Record set:
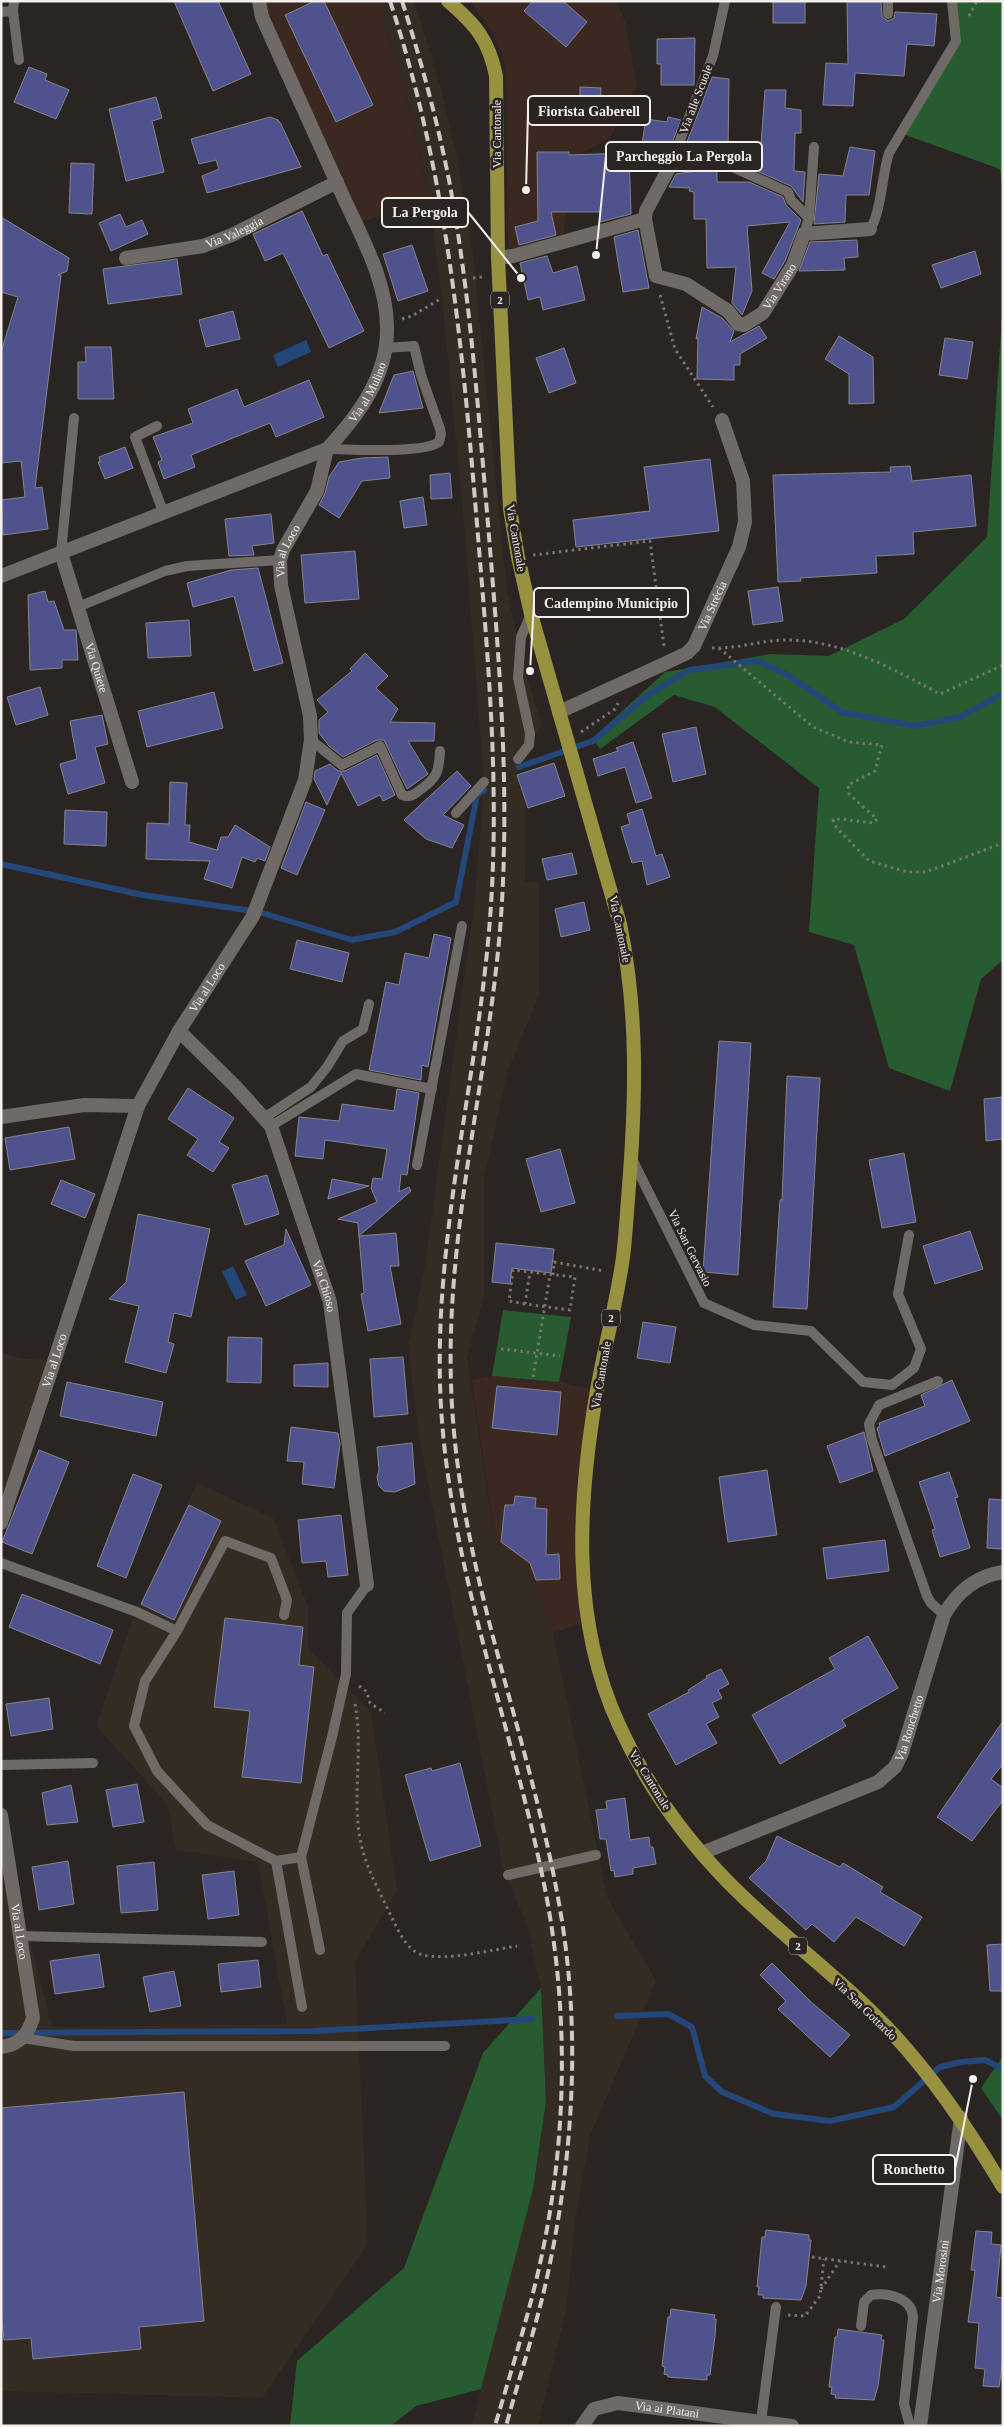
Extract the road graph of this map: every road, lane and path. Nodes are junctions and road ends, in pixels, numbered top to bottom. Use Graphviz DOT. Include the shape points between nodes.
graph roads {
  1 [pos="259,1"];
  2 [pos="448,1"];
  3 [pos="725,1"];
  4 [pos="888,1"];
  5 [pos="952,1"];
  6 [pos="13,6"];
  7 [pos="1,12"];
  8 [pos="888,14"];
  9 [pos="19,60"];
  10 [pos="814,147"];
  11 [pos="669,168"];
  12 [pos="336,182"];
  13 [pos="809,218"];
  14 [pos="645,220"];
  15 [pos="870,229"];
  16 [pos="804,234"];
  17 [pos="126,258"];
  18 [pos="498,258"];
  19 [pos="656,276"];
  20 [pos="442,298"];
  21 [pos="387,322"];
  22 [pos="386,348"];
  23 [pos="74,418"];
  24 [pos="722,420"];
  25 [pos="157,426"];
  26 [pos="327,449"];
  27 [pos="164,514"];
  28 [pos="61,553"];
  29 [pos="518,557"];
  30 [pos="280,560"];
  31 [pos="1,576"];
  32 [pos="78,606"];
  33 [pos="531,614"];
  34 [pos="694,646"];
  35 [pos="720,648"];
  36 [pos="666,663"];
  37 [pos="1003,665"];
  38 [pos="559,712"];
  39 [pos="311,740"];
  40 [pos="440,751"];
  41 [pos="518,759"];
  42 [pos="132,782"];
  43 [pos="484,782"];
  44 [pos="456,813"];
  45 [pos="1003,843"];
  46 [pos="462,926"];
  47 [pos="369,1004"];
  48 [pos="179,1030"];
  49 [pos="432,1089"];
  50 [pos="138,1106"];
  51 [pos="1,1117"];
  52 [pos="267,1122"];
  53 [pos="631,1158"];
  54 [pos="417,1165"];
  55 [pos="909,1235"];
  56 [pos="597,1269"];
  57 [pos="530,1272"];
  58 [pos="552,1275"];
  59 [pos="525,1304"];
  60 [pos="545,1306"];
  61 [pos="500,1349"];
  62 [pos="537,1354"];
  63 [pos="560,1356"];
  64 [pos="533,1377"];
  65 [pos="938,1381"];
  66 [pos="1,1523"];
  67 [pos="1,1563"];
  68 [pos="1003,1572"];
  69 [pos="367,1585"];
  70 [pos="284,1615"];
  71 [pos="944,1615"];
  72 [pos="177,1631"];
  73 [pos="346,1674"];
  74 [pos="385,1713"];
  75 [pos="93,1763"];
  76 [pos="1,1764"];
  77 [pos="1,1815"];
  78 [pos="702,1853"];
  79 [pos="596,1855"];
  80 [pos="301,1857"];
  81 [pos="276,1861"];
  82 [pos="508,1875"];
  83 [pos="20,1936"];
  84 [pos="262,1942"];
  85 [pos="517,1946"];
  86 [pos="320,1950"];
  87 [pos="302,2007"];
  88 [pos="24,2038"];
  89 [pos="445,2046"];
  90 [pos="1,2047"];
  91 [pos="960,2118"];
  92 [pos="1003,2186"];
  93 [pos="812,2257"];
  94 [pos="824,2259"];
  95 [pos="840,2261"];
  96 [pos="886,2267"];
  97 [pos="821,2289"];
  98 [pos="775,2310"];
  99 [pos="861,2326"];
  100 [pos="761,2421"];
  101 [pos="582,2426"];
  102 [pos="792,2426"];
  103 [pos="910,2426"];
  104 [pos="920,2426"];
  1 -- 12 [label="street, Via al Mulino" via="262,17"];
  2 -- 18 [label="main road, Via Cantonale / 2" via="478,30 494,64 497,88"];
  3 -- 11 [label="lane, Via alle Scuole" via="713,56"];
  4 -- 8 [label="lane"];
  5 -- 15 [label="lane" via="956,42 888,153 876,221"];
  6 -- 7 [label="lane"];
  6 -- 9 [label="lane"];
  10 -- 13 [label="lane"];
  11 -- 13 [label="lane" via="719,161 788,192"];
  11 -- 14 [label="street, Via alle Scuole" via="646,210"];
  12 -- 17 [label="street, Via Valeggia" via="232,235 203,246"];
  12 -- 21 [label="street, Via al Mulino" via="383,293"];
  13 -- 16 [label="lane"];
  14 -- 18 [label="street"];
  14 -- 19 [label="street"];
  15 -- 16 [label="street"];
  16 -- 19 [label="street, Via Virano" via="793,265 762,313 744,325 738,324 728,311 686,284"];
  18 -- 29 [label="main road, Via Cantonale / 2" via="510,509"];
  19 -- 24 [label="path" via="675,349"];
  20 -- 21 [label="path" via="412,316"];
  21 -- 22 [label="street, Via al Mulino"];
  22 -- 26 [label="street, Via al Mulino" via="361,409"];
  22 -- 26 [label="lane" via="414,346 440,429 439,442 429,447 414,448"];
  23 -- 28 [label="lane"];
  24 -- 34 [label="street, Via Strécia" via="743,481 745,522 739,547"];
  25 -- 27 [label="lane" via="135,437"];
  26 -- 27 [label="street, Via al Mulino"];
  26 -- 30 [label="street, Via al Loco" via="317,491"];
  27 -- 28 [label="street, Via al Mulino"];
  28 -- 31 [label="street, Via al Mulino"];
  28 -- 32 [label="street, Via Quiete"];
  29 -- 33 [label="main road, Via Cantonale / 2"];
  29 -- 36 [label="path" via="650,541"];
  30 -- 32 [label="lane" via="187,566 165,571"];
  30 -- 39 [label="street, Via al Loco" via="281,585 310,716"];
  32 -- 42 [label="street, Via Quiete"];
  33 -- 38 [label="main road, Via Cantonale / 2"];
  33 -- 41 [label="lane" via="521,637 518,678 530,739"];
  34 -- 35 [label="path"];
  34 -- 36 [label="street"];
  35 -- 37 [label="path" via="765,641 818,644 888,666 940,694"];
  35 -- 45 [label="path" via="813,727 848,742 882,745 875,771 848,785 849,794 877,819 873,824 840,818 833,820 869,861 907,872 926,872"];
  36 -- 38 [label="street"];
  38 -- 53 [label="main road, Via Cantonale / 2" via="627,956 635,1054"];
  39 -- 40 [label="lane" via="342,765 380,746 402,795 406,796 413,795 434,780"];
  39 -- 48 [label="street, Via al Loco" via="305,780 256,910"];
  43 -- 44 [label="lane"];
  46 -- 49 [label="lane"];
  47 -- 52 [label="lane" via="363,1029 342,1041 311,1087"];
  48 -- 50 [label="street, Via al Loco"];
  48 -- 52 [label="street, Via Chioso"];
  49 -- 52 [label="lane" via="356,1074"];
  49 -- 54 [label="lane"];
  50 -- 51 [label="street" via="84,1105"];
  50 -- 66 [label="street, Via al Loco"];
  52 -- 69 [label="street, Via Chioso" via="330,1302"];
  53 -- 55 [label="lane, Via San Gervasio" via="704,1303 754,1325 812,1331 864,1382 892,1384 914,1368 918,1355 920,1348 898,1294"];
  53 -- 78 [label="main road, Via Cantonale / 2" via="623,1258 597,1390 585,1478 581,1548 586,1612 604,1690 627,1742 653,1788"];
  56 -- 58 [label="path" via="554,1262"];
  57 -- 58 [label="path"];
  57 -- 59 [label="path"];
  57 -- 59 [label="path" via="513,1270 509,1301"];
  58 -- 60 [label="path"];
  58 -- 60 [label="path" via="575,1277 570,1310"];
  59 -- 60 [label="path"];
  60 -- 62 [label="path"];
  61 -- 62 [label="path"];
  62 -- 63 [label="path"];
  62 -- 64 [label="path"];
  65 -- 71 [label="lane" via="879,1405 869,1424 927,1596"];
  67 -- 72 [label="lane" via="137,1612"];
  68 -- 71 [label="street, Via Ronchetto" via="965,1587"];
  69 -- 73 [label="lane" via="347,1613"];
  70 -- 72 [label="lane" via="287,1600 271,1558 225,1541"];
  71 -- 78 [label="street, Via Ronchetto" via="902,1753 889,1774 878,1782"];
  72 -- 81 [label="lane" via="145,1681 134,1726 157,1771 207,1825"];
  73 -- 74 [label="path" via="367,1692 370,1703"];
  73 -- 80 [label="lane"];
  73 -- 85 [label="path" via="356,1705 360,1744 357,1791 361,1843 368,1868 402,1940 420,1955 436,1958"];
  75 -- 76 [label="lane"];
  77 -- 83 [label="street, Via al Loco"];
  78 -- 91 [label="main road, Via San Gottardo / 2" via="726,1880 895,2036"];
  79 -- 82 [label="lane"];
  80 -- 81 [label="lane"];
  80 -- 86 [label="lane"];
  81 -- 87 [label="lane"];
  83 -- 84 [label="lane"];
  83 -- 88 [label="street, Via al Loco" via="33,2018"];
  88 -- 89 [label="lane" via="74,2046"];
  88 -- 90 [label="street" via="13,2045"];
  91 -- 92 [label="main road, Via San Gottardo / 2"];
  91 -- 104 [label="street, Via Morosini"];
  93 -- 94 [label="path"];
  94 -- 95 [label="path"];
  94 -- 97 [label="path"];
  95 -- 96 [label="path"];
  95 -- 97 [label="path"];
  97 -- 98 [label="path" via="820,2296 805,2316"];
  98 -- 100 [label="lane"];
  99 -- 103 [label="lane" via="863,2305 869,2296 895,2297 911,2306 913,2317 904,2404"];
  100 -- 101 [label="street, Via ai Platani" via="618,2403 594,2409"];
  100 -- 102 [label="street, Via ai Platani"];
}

What is required: Filter the records above for lines containing the word "Ronchetto", and copy those lines.

Solution for this problem:
  68 -- 71 [label="street, Via Ronchetto" via="965,1587"];
  71 -- 78 [label="street, Via Ronchetto" via="902,1753 889,1774 878,1782"];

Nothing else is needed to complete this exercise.